Perkins sees himself as a casualty of his chosen profession, which is a bit like a cat burglar becoming irate because he threw out his back scaling your building. But this is the reasoning required to do his job. He loses money. He gets threatened. People have vowed to hunt him down and cut his throat. Even so, I can tell that it takes such extremes for him to register contact as anything but further proof that humanity is divided into chumps and not chumps. There are countless ways to divide the world in two. Gender, religion, nut allergies. But Perkins does some of the more cynical line-drawing I’ve ever witnessed. When I tell him as much, he says he doesn’t see it that way. Not at all. In fact, he thinks he’s providing a service.
“Listen,” he says, leaning in close. “The domain could end up in someone’s hands who’s bad. Some of these mega-rich domainers, they won’t even sell you the domain back, yeah? They use it for traffic or adverts. At least I’m giving people the opportunity to buy it back.”
This steal-from-the-rich, sell-to-the-poor policy ebbs and flows. Perkins cops to the real reason he sometimes contacts domain owners at the last minute—and it’s not because he’s trying to be an upstanding citizen. It’s because he “got carried away” in an auction and would rather those people purchased their sites back before he has to pay for them. I am visibly disappointed but, as Perkins points out, the calculus cuts both ways. The real reason he redirects personal sites to pornographic ones is not so nefarious as it seems. It’s so he can turn a profit while he waits for the original owner to pony up the cash. And should the flashes of asses expedite the process? All the better.
Plus, as he is quick to remind me, it’s all perfectly legal. I posit the idea that legality and morality don’t always overlap. There are a lot of bad things in this world that are perfectly legal. Laws are created by man and man is fallible. He shrugs. He has my money and I don’t so he’s more or less done with this particular debate.
“The interesting thing,” he muses, “is there seems to be a lot of personal sites now. A lot of what I call ‘love me’s. You know, the girls who love themselves and it’s all ‘I’m this, I’m that, blah blah blah,’ because they watch too much TV and they get caught up in their own lives and they all think they’re Kim Kardashian.”

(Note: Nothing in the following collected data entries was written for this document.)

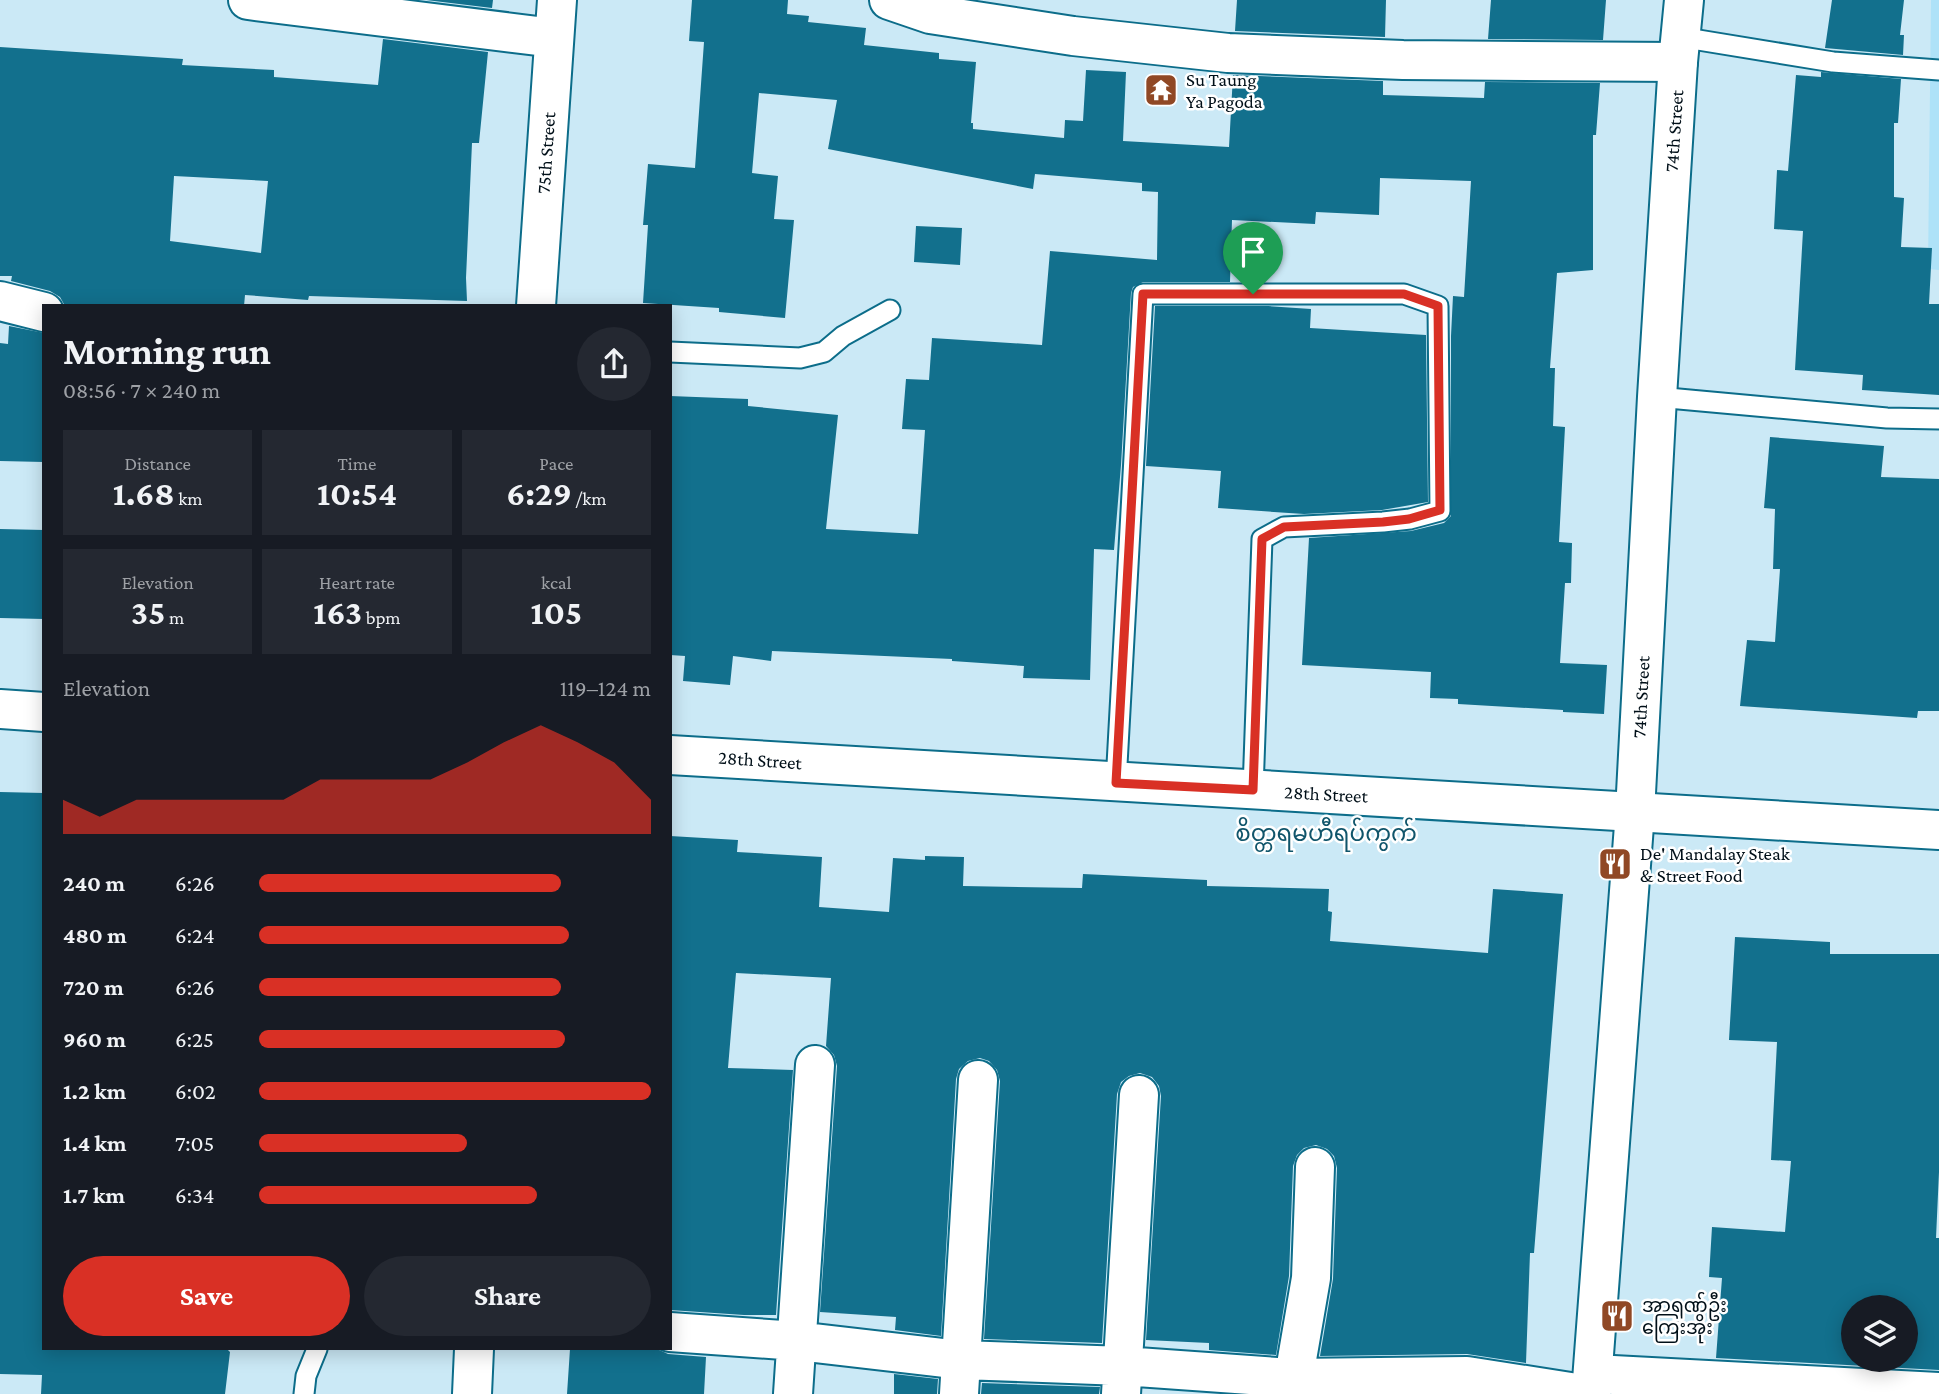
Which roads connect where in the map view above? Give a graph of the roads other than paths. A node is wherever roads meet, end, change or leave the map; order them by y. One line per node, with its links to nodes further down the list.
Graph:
1 (248, 0): 6 (street)
2 (557, 0): 6 (street, 75th Street)
3 (889, 0): 5 (street)
4 (1684, 0): 7 (street, 74th Street)
5 (931, 7): 7 (street)
6 (554, 38): 10 (street, 75th Street)
7 (1679, 49): 8 (lane); 14 (street, 74th Street)
8 (1939, 70)
9 (0, 301): 12 (street)
10 (536, 304)
11 (890, 310): 13 (lane)
12 (42, 311)
13 (672, 352)
14 (1657, 397): 15 (lane); 21 (street, 74th Street)
15 (1939, 419)
16 (0, 709): 17 (street)
17 (42, 712)
18 (672, 755): 19 (street, 28th Street)
19 (1116, 783): 20 (street, 28th Street); 20 (lane)
20 (1253, 790): 21 (street, 28th Street)
21 (1635, 812): 22 (street, 28th Street); 34 (street, 74th Street)
22 (1939, 830)
23 (815, 1065): 28 (street)
24 (978, 1080): 31 (street)
25 (1139, 1095): 32 (street)
26 (1315, 1167): 33 (street)
27 (672, 1332): 28 (street)
28 (797, 1341): 31 (street); 38 (street)
29 (317, 1350): 36 (lane)
30 (474, 1350): 37 (street)
31 (960, 1377): 32 (street)
32 (1122, 1380): 33 (street)
33 (1291, 1386): 34 (street)
34 (1589, 1387): 35 (street)
35 (1939, 1392)
36 (304, 1394)
37 (472, 1394)
38 (793, 1394)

I know exactly of what he speaks, having screenshotted an Instagram feed or two in my time and texted it to a like-minded friend. But I am unwilling to turn my back on my own gender in his presence. Perkins concedes that there are exceptions to the rule. Like his own daughter, a college student with her own lifestyle and fashion site. He set it up for her—and nearly let it expire.
“Can you believe it? Bad! I know. But I have thousands of ’em.”
“Does she know what you do for a living?”
“She just knows I do something with domains. The thing you have to understand, yeah? Is that this is all a simple business transaction. I don’t do nothing to people. If you value your entire business at five hundred dollars, then it’s time to close your doors. It’s a self-inflicted lesson.”
Talking to Perkins is like talking to a perfectly reasonable person until, only when he turns to the side, you see a little chunk of his head is missing. Because he’s not wrong—not a bastion of ethics, but not wrong. He’s taking advantage of a deeply flawed system. If you lose a watch and I buy it for cheap at a flea market and then wind up selling it back to you on eBay, well, I can sleep at night knowing I’ve done that. Chances are I’m not just giving it back. What bothers me is the idea of doing it every day, intentionally combing the world for lost watches until I am an expert watch reseller and, more frighteningly, an expert sleeper. Until people are not people but watches with wrists still in them. I suggest that Perkins could be doing something else with his time—he has an eye for the stock market, a certain charm and, clearly, Web experience—but he shakes his head no. He likes the thrill of this too much. Plus, he thinks he’s hungrier for it than most.
“I’m not like these domainer guys who do this who are from rich backgrounds. I’m more from the streets. And I do think other people have more money than me. I mean, take you. You live in New York. Your apartment costs three million dollars.”
At this, I can’t help but smile. Between him and GoDaddy, I paid over two months’ rent to get back something I owned and made. This wasn’t a medical expense or an airfare change fee, both infuriating but both the price of living life. In this case, I just set the money on fire. Until I am on the ransom end of an actual hostage situation, this will be the most painful expense I ever have. And let’s say I did live in a three-million-dollar apartment. That wouldn’t mean I deserved this. But if there’s one business Perkins and I have both willingly entered, it’s the business of being an adult. In the end, it is not my place to convince him what he’s doing is wrong any more than it’s his to convince me that it isn’t.
“You think I should feel guilty,” he says, as we leave the café. “I never feel guilty. If I was rich, maybe I’d keep the algorithm going and set up a charity and tell all these people to donate to some cause instead of paying me.”